_Assigned task:_ Because the pictures are not wanted, give back only the exact text of every entry below.

___ Data records ___

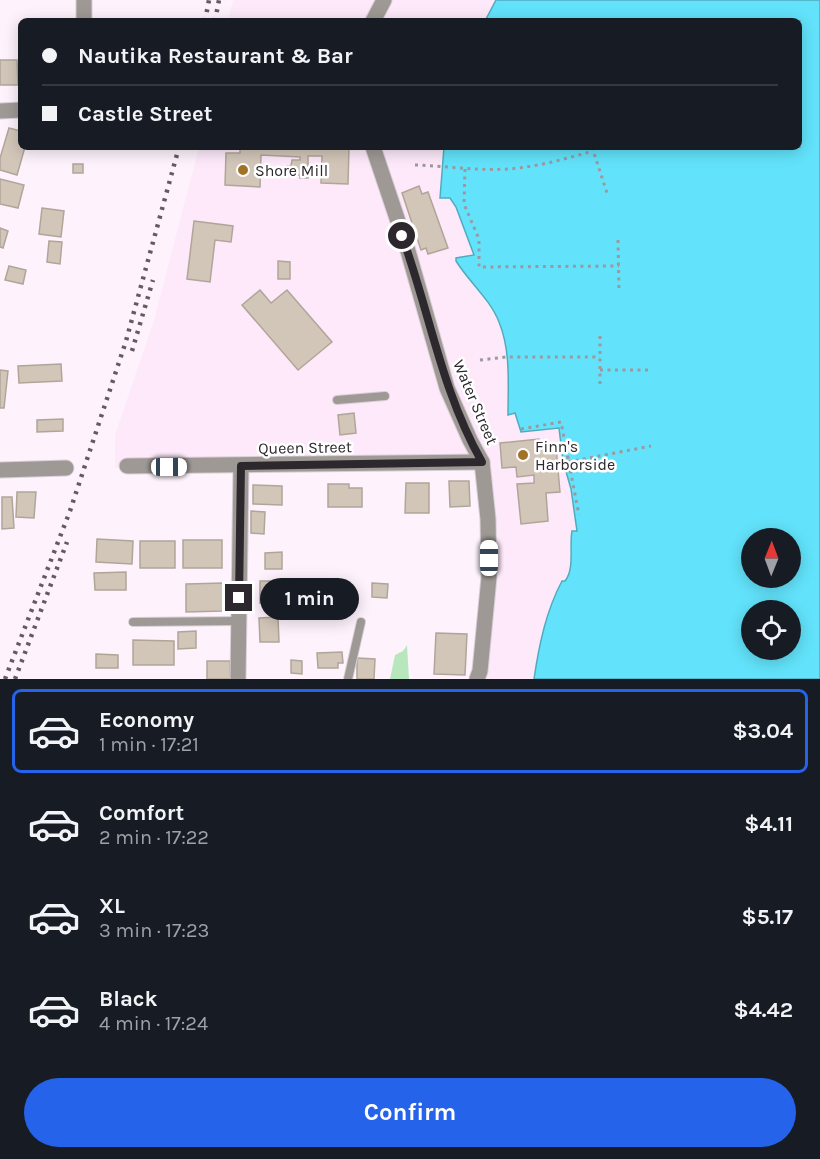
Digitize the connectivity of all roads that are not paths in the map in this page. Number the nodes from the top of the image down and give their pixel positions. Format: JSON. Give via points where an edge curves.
{"nodes":[{"id":1,"x":84,"y":0,"type":"edge"},
{"id":2,"x":384,"y":0,"type":"edge"},
{"id":3,"x":84,"y":18,"type":"edge"},
{"id":4,"x":375,"y":18,"type":"edge"},
{"id":5,"x":18,"y":111,"type":"edge"},
{"id":6,"x":1,"y":114,"type":"edge"},
{"id":7,"x":374,"y":150,"type":"edge"},
{"id":8,"x":386,"y":396,"type":"dead end"},
{"id":9,"x":337,"y":400,"type":"dead end"},
{"id":10,"x":482,"y":462,"type":"junction"},
{"id":11,"x":128,"y":466,"type":"dead end"},
{"id":12,"x":241,"y":466,"type":"junction"},
{"id":13,"x":66,"y":468,"type":"dead end"},
{"id":14,"x":0,"y":470,"type":"edge"},
{"id":15,"x":239,"y":621,"type":"junction"},
{"id":16,"x":133,"y":622,"type":"dead end"},
{"id":17,"x":361,"y":622,"type":"dead end"},
{"id":18,"x":238,"y":679,"type":"edge"},
{"id":19,"x":348,"y":679,"type":"edge"},
{"id":20,"x":477,"y":679,"type":"edge"}],
"edges":[{"from":1,"to":3,"type":"street"},
{"from":2,"to":4,"type":"street"},
{"from":5,"to":6,"type":"street"},
{"from":7,"to":10,"type":"street","name":"Water Street","via":[[447,388]]},
{"from":8,"to":9,"type":"lane"},
{"from":10,"to":12,"type":"street","name":"Queen Street"},
{"from":10,"to":20,"type":"street","name":"Water Street","via":[[489,578]]},
{"from":11,"to":12,"type":"street","name":"Queen Street"},
{"from":12,"to":15,"type":"street"},
{"from":13,"to":14,"type":"street"},
{"from":15,"to":16,"type":"lane"},
{"from":15,"to":18,"type":"street"},
{"from":17,"to":19,"type":"lane"}]}
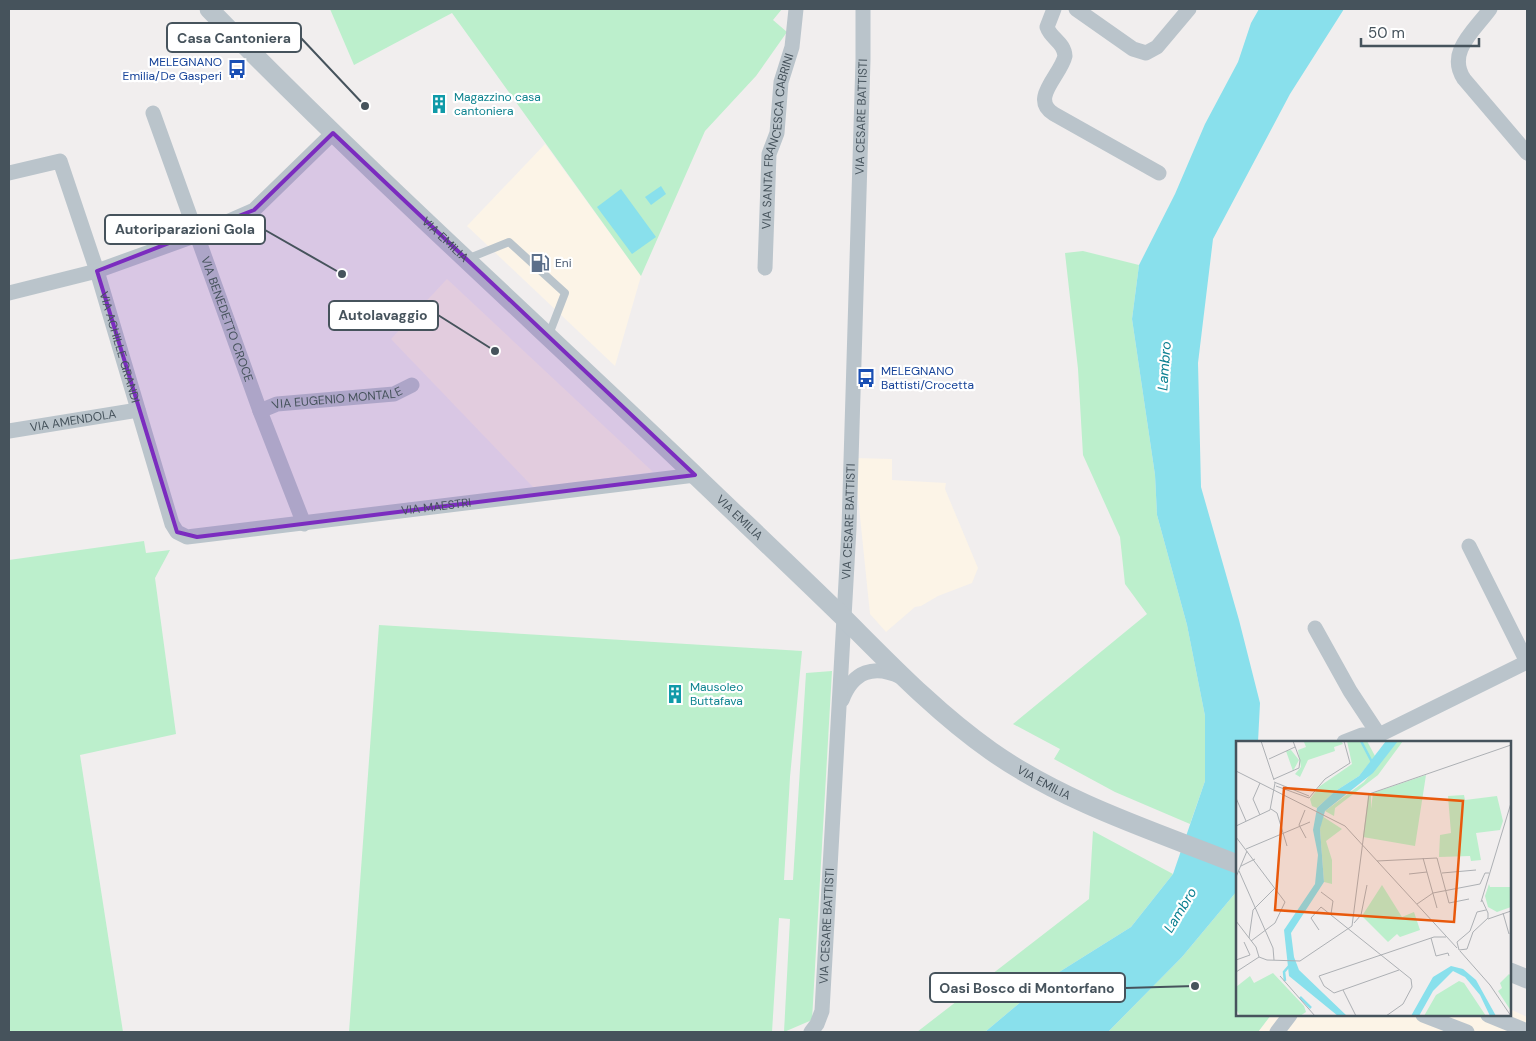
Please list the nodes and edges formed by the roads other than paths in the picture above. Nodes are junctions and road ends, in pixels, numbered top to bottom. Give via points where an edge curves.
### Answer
1 (193, 9) edge
2 (209, 9) edge
3 (863, 9) edge
4 (1054, 9) edge
5 (1076, 9) edge
6 (1189, 9) edge
7 (1490, 9) edge
8 (795, 13) edge
9 (293, 94) junction
10 (153, 113) dead end
11 (333, 133) junction
12 (1527, 153) edge
13 (9, 173) edge
14 (1159, 173) dead end
15 (197, 235) junction
16 (465, 260) junction
17 (765, 268) dead end
18 (96, 272) junction
19 (9, 293) edge
20 (548, 338) junction
21 (412, 385) dead end
22 (138, 410) junction
23 (260, 411) junction
24 (9, 431) edge
25 (695, 475) junction
26 (304, 524) junction
27 (177, 532) joint
28 (1469, 546) dead end
29 (844, 618) junction
30 (1315, 628) dead end
31 (1527, 662) edge
32 (909, 680) junction
33 (839, 706) junction
34 (1378, 739) edge
35 (1347, 741) edge
36 (1236, 864) edge
37 (1511, 972) edge
38 (1527, 979) edge
39 (1289, 1016) edge
40 (1426, 1016) edge
41 (1490, 1016) edge
42 (1527, 1031) edge
43 (811, 1032) edge
44 (1277, 1032) edge
45 (1467, 1032) edge

1 - 9 street, VIA EMILIA
2 - 9 street, VIA EMILIA
3 - 29 street, VIA CESARE BATTISTI
4 - 14 street via 1047,27 1061,44 1064,56 1044,94 1046,106 1054,114
5 - 6 street via 1133,49 1146,53 1157,47
7 - 12 street via 1461,48 1457,62 1464,79
8 - 17 street, VIA SANTA FRANCESCA CABRINI via 792,47 781,82 777,133 769,154
9 - 11 street, VIA EMILIA
10 - 15 street, VIA BENEDETTO CROCE
11 - 15 street via 254,210
11 - 16 street, VIA EMILIA
13 - 18 street, VIA ACHILLE GRANDI via 60,161
15 - 18 street
15 - 23 street, VIA BENEDETTO CROCE
16 - 20 street, VIA EMILIA
16 - 20 lane via 509,242 565,294
18 - 19 street
18 - 22 street, VIA ACHILLE GRANDI
20 - 25 street, VIA EMILIA
21 - 23 street, VIA EUGENIO MONTALE via 394,394 277,404
22 - 24 street, VIA AMENDOLA
22 - 27 street, VIA ACHILLE GRANDI
23 - 26 street, VIA BENEDETTO CROCE
25 - 26 street, VIA MAESTRI
25 - 29 street, VIA EMILIA
26 - 27 street, VIA MAESTRI via 198,537 187,537
28 - 31 street
29 - 32 street, VIA EMILIA
29 - 33 street, VIA CESARE BATTISTI
30 - 34 street
31 - 34 street
32 - 33 street via 891,672 870,671 850,683
32 - 36 street, VIA EMILIA via 970,736 1032,776 1093,806
33 - 43 street, VIA CESARE BATTISTI via 822,1011
34 - 35 street via 1362,735
37 - 38 street
39 - 44 street
40 - 45 street
41 - 42 street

___

_Answer:_
Digitize the connectivity of all roads that are not paths in the map in this page. Number the nodes from the top of the image down and give their pixel positions. Format: JSON. Give via points where an edge curves.
{"nodes":[{"id":1,"x":84,"y":0,"type":"edge"},
{"id":2,"x":384,"y":0,"type":"edge"},
{"id":3,"x":84,"y":18,"type":"edge"},
{"id":4,"x":375,"y":18,"type":"edge"},
{"id":5,"x":18,"y":111,"type":"edge"},
{"id":6,"x":1,"y":114,"type":"edge"},
{"id":7,"x":374,"y":150,"type":"edge"},
{"id":8,"x":386,"y":396,"type":"dead end"},
{"id":9,"x":337,"y":400,"type":"dead end"},
{"id":10,"x":482,"y":462,"type":"junction"},
{"id":11,"x":128,"y":466,"type":"dead end"},
{"id":12,"x":241,"y":466,"type":"junction"},
{"id":13,"x":66,"y":468,"type":"dead end"},
{"id":14,"x":0,"y":470,"type":"edge"},
{"id":15,"x":239,"y":621,"type":"junction"},
{"id":16,"x":133,"y":622,"type":"dead end"},
{"id":17,"x":361,"y":622,"type":"dead end"},
{"id":18,"x":238,"y":679,"type":"edge"},
{"id":19,"x":348,"y":679,"type":"edge"},
{"id":20,"x":477,"y":679,"type":"edge"}],
"edges":[{"from":1,"to":3,"type":"street"},
{"from":2,"to":4,"type":"street"},
{"from":5,"to":6,"type":"street"},
{"from":7,"to":10,"type":"street","name":"Water Street","via":[[447,388]]},
{"from":8,"to":9,"type":"lane"},
{"from":10,"to":12,"type":"street","name":"Queen Street"},
{"from":10,"to":20,"type":"street","name":"Water Street","via":[[489,578]]},
{"from":11,"to":12,"type":"street","name":"Queen Street"},
{"from":12,"to":15,"type":"street"},
{"from":13,"to":14,"type":"street"},
{"from":15,"to":16,"type":"lane"},
{"from":15,"to":18,"type":"street"},
{"from":17,"to":19,"type":"lane"}]}
Please list the nodes and edges formed by the roads other than paths in the picture above. Nodes are junctions and road ends, in pixels, numbered top to bottom. Give via points where an edge curves.
### Answer
1 (193, 9) edge
2 (209, 9) edge
3 (863, 9) edge
4 (1054, 9) edge
5 (1076, 9) edge
6 (1189, 9) edge
7 (1490, 9) edge
8 (795, 13) edge
9 (293, 94) junction
10 (153, 113) dead end
11 (333, 133) junction
12 (1527, 153) edge
13 (9, 173) edge
14 (1159, 173) dead end
15 (197, 235) junction
16 (465, 260) junction
17 (765, 268) dead end
18 (96, 272) junction
19 (9, 293) edge
20 (548, 338) junction
21 (412, 385) dead end
22 (138, 410) junction
23 (260, 411) junction
24 (9, 431) edge
25 (695, 475) junction
26 (304, 524) junction
27 (177, 532) joint
28 (1469, 546) dead end
29 (844, 618) junction
30 (1315, 628) dead end
31 (1527, 662) edge
32 (909, 680) junction
33 (839, 706) junction
34 (1378, 739) edge
35 (1347, 741) edge
36 (1236, 864) edge
37 (1511, 972) edge
38 (1527, 979) edge
39 (1289, 1016) edge
40 (1426, 1016) edge
41 (1490, 1016) edge
42 (1527, 1031) edge
43 (811, 1032) edge
44 (1277, 1032) edge
45 (1467, 1032) edge

1 - 9 street, VIA EMILIA
2 - 9 street, VIA EMILIA
3 - 29 street, VIA CESARE BATTISTI
4 - 14 street via 1047,27 1061,44 1064,56 1044,94 1046,106 1054,114
5 - 6 street via 1133,49 1146,53 1157,47
7 - 12 street via 1461,48 1457,62 1464,79
8 - 17 street, VIA SANTA FRANCESCA CABRINI via 792,47 781,82 777,133 769,154
9 - 11 street, VIA EMILIA
10 - 15 street, VIA BENEDETTO CROCE
11 - 15 street via 254,210
11 - 16 street, VIA EMILIA
13 - 18 street, VIA ACHILLE GRANDI via 60,161
15 - 18 street
15 - 23 street, VIA BENEDETTO CROCE
16 - 20 street, VIA EMILIA
16 - 20 lane via 509,242 565,294
18 - 19 street
18 - 22 street, VIA ACHILLE GRANDI
20 - 25 street, VIA EMILIA
21 - 23 street, VIA EUGENIO MONTALE via 394,394 277,404
22 - 24 street, VIA AMENDOLA
22 - 27 street, VIA ACHILLE GRANDI
23 - 26 street, VIA BENEDETTO CROCE
25 - 26 street, VIA MAESTRI
25 - 29 street, VIA EMILIA
26 - 27 street, VIA MAESTRI via 198,537 187,537
28 - 31 street
29 - 32 street, VIA EMILIA
29 - 33 street, VIA CESARE BATTISTI
30 - 34 street
31 - 34 street
32 - 33 street via 891,672 870,671 850,683
32 - 36 street, VIA EMILIA via 970,736 1032,776 1093,806
33 - 43 street, VIA CESARE BATTISTI via 822,1011
34 - 35 street via 1362,735
37 - 38 street
39 - 44 street
40 - 45 street
41 - 42 street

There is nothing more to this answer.